*** Begin section ***

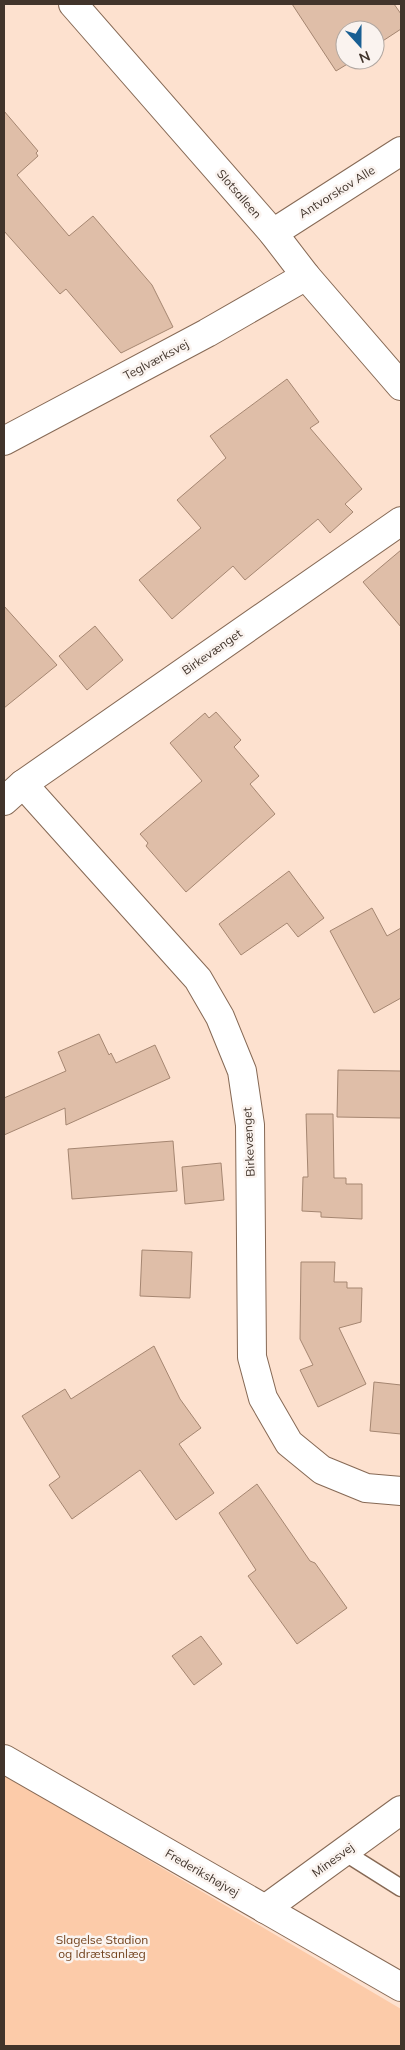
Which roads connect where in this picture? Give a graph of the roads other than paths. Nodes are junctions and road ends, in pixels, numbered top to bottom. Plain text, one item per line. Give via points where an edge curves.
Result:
1 (73, 4) edge
2 (401, 151) edge
3 (273, 233) junction
4 (306, 276) junction
5 (401, 386) edge
6 (4, 441) edge
7 (401, 520) edge
8 (14, 792) edge
9 (401, 1491) edge
10 (4, 1759) edge
11 (401, 1810) edge
12 (344, 1852) junction
13 (401, 1888) edge
14 (265, 1909) junction
15 (401, 1987) edge

1 - 3 street, Slotsalleen
2 - 3 street, Antvorskov Alle
3 - 4 street, Slotsalleen
4 - 5 street, Slotsalleen
4 - 6 street, Teglværksvej via 207,333
7 - 8 street, Birkevænget
8 - 9 street, Birkevænget via 198,980 220,1017 242,1071 250,1125 252,1357 263,1398 288,1443 322,1470 366,1488
10 - 14 street, Frederikshøjvej
11 - 12 street, Minesvej
12 - 13 lane
12 - 14 street, Minesvej
14 - 15 street, Frederikshøjvej

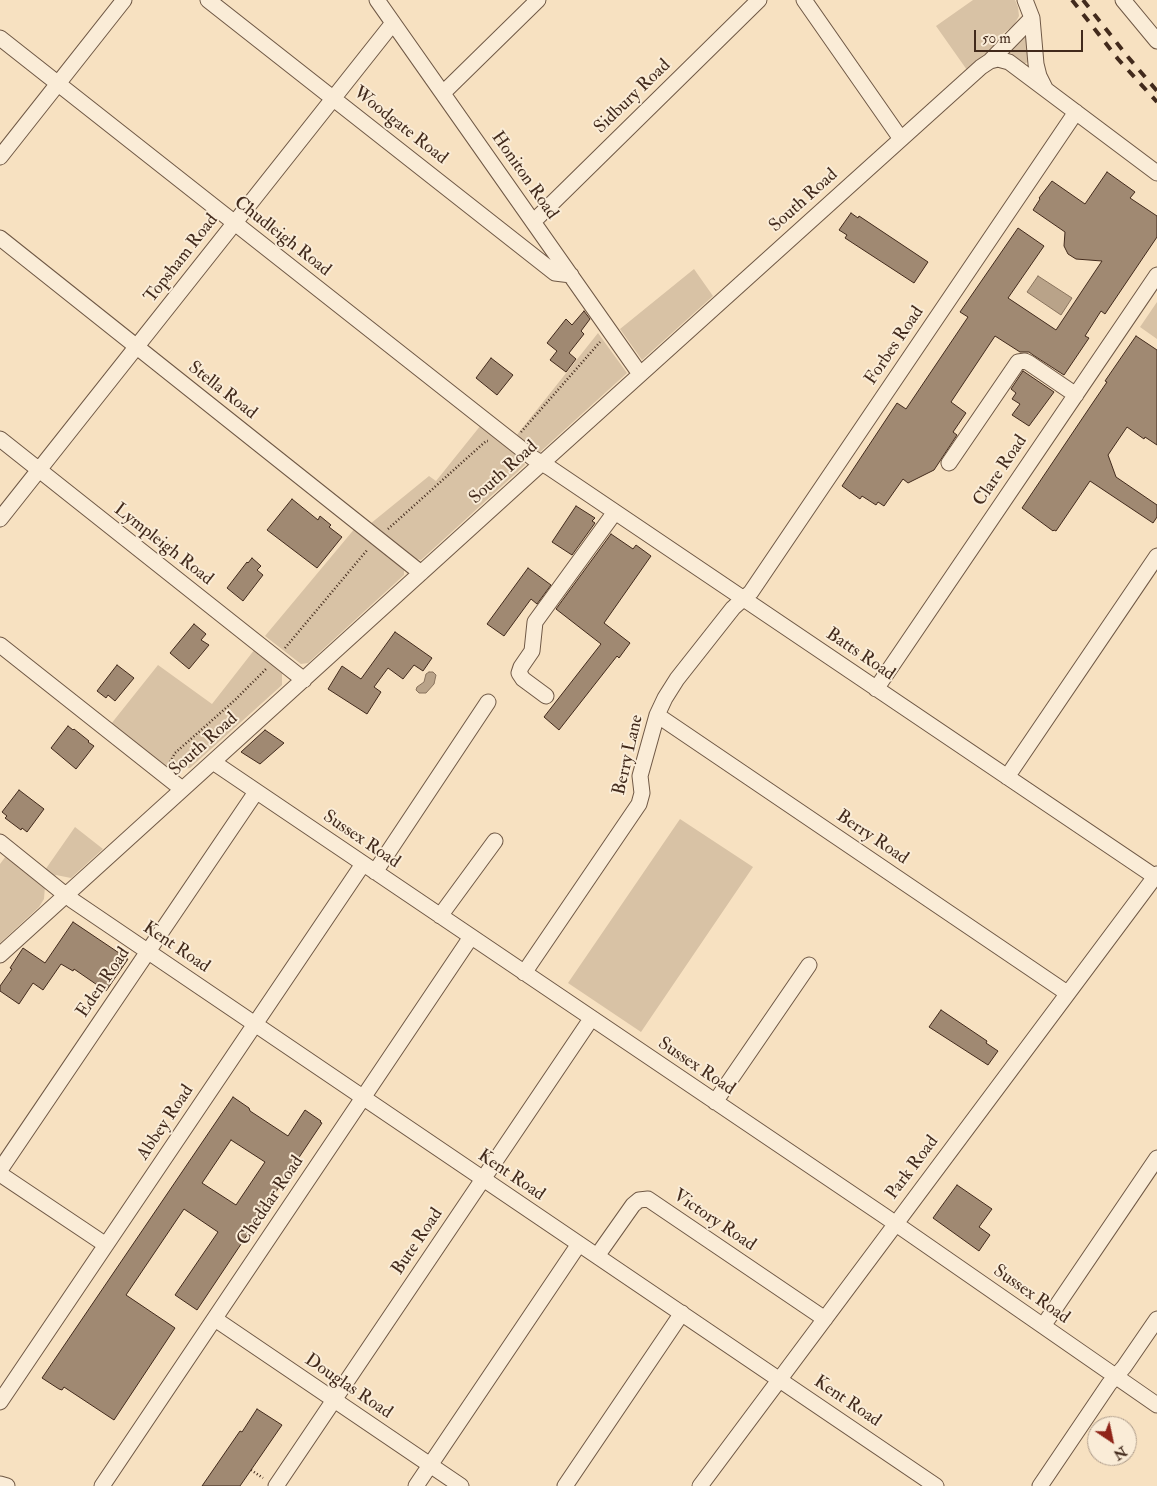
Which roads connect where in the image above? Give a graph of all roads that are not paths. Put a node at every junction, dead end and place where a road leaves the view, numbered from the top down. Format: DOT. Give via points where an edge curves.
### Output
graph roads {
  1 [pos="124,0"];
  2 [pos="208,0"];
  3 [pos="378,0"];
  4 [pos="538,0"];
  5 [pos="759,0"];
  6 [pos="804,0"];
  7 [pos="1025,0"];
  8 [pos="1123,0"];
  9 [pos="1032,18"];
  10 [pos="394,23"];
  11 [pos="0,38"];
  12 [pos="1157,41"];
  13 [pos="990,61"];
  14 [pos="58,84"];
  15 [pos="1045,88"];
  16 [pos="443,93"];
  17 [pos="334,98"];
  18 [pos="1076,112"];
  19 [pos="901,139"];
  20 [pos="0,157"];
  21 [pos="1157,173"];
  22 [pos="533,222"];
  23 [pos="234,223"];
  24 [pos="0,238"];
  25 [pos="571,275"];
  26 [pos="1157,275"];
  27 [pos="137,347"];
  28 [pos="640,374"];
  29 [pos="1076,395"];
  30 [pos="0,439"];
  31 [pos="949,463"];
  32 [pos="542,464"];
  33 [pos="38,470"];
  34 [pos="615,512"];
  35 [pos="0,519"];
  36 [pos="1157,556"];
  37 [pos="422,573"];
  38 [pos="743,598"];
  39 [pos="0,645"];
  40 [pos="304,680"];
  41 [pos="876,689"];
  42 [pos="546,696"];
  43 [pos="488,702"];
  44 [pos="657,715"];
  45 [pos="213,762"];
  46 [pos="1007,777"];
  47 [pos="182,789"];
  48 [pos="256,792"];
  49 [pos="495,841"];
  50 [pos="0,842"];
  51 [pos="369,868"];
  52 [pos="1156,876"];
  53 [pos="66,895"];
  54 [pos="440,916"];
  55 [pos="472,937"];
  56 [pos="148,952"];
  57 [pos="0,955"];
  58 [pos="809,965"];
  59 [pos="524,973"];
  60 [pos="1067,993"];
  61 [pos="591,1018"];
  62 [pos="255,1024"];
  63 [pos="364,1097"];
  64 [pos="715,1102"];
  65 [pos="1157,1158"];
  66 [pos="0,1172"];
  67 [pos="483,1179"];
  68 [pos="896,1224"];
  69 [pos="579,1244"];
  70 [pos="106,1246"];
  71 [pos="597,1256"];
  72 [pos="682,1313"];
  73 [pos="214,1319"];
  74 [pos="825,1319"];
  75 [pos="1157,1319"];
  76 [pos="1043,1326"];
  77 [pos="1116,1376"];
  78 [pos="780,1379"];
  79 [pos="334,1400"];
  80 [pos="0,1402"];
  81 [pos="1157,1404"];
  82 [pos="430,1465"];
  83 [pos="0,1484"];
  84 [pos="7,1486"];
  85 [pos="102,1486"];
  86 [pos="276,1486"];
  87 [pos="416,1486"];
  88 [pos="461,1486"];
  89 [pos="565,1486"];
  90 [pos="700,1486"];
  91 [pos="936,1486"];
  92 [pos="1040,1486"];
  1 -- 14 [label="street"];
  2 -- 17 [label="street, Woodgate Road"];
  3 -- 10 [label="street, Honiton Road"];
  4 -- 16 [label="street"];
  5 -- 22 [label="street, Sidbury Road"];
  6 -- 19 [label="street"];
  7 -- 9 [label="street"];
  8 -- 12 [label="street"];
  9 -- 13 [label="street, South Road"];
  9 -- 15 [label="street" via="1036,64"];
  10 -- 16 [label="street, Honiton Road"];
  10 -- 17 [label="street, Topsham Road"];
  11 -- 14 [label="street, Chudleigh Road"];
  13 -- 15 [label="street" via="1010,62"];
  13 -- 19 [label="street, South Road"];
  14 -- 20 [label="street"];
  14 -- 23 [label="street, Chudleigh Road"];
  15 -- 18 [label="street"];
  16 -- 22 [label="street, Honiton Road"];
  17 -- 23 [label="street, Topsham Road"];
  17 -- 25 [label="street, Woodgate Road" via="555,273"];
  18 -- 21 [label="street"];
  18 -- 38 [label="street, Forbes Road" via="751,592"];
  19 -- 28 [label="street, South Road"];
  22 -- 25 [label="street, Honiton Road"];
  23 -- 27 [label="street, Topsham Road"];
  23 -- 32 [label="street, Chudleigh Road"];
  24 -- 27 [label="street, Stella Road"];
  25 -- 28 [label="street, Honiton Road"];
  26 -- 29 [label="street, Clare Road"];
  27 -- 33 [label="street, Topsham Road"];
  27 -- 37 [label="street, Stella Road"];
  28 -- 32 [label="street, South Road"];
  29 -- 31 [label="street" via="1026,361 1018,362"];
  29 -- 41 [label="street, Clare Road"];
  30 -- 33 [label="street, Lympleigh Road"];
  32 -- 34 [label="street, Batts Road"];
  32 -- 37 [label="street, South Road"];
  33 -- 35 [label="street, Topsham Road"];
  33 -- 40 [label="street, Lympleigh Road"];
  34 -- 38 [label="street, Batts Road"];
  34 -- 42 [label="street" via="535,622 532,651 519,673"];
  36 -- 46 [label="street"];
  37 -- 40 [label="street, South Road"];
  38 -- 41 [label="street, Batts Road"];
  38 -- 44 [label="street, Berry Lane" via="677,679"];
  39 -- 47 [label="street"];
  40 -- 45 [label="street, South Road"];
  41 -- 46 [label="street, Batts Road"];
  43 -- 51 [label="street, Abbey Road"];
  44 -- 59 [label="street, Berry Lane" via="640,776 642,793 638,804"];
  44 -- 60 [label="street, Berry Road"];
  45 -- 47 [label="street, South Road"];
  45 -- 48 [label="street, Sussex Road"];
  46 -- 52 [label="street, Batts Road"];
  47 -- 53 [label="street, South Road"];
  48 -- 51 [label="street, Sussex Road"];
  48 -- 56 [label="street, Eden Road"];
  49 -- 54 [label="street"];
  50 -- 53 [label="street, Kent Road"];
  51 -- 54 [label="street, Sussex Road"];
  51 -- 62 [label="street, Abbey Road"];
  52 -- 60 [label="street, Park Road"];
  53 -- 56 [label="street, Kent Road"];
  53 -- 57 [label="street, South Road"];
  54 -- 55 [label="street, Sussex Road"];
  55 -- 59 [label="street, Sussex Road"];
  55 -- 63 [label="street, Cheddar Road"];
  56 -- 62 [label="street, Kent Road"];
  56 -- 66 [label="street, Eden Road"];
  58 -- 64 [label="street"];
  59 -- 61 [label="street, Sussex Road"];
  60 -- 68 [label="street, Park Road"];
  61 -- 64 [label="street, Sussex Road"];
  61 -- 67 [label="street, Bute Road"];
  62 -- 63 [label="street, Kent Road"];
  62 -- 70 [label="street, Abbey Road"];
  63 -- 67 [label="street, Kent Road"];
  63 -- 73 [label="street, Cheddar Road"];
  64 -- 68 [label="street, Sussex Road"];
  65 -- 76 [label="street"];
  66 -- 70 [label="street"];
  67 -- 69 [label="street, Kent Road"];
  67 -- 79 [label="street, Bute Road"];
  68 -- 74 [label="street, Park Road"];
  68 -- 76 [label="street, Sussex Road"];
  69 -- 71 [label="street, Kent Road"];
  69 -- 82 [label="street"];
  70 -- 80 [label="street, Abbey Road"];
  71 -- 72 [label="street, Kent Road"];
  71 -- 74 [label="street, Victory Road" via="633,1204 648,1199"];
  72 -- 78 [label="street, Kent Road"];
  72 -- 89 [label="street"];
  73 -- 79 [label="street, Douglas Road"];
  73 -- 85 [label="street, Cheddar Road"];
  74 -- 78 [label="street, Park Road"];
  75 -- 77 [label="street"];
  76 -- 77 [label="street, Sussex Road"];
  77 -- 81 [label="street, Sussex Road"];
  77 -- 92 [label="street"];
  78 -- 90 [label="street, Park Road"];
  78 -- 91 [label="street, Kent Road"];
  79 -- 82 [label="street, Douglas Road"];
  79 -- 86 [label="street, Bute Road"];
  82 -- 87 [label="street"];
  82 -- 88 [label="street, Douglas Road"];
  83 -- 84 [label="street"];
}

*** End section ***

→ Directions for this task
After reading the records above, say how many lines hold the string "Stella", using only a number.

→ Answer to this task
2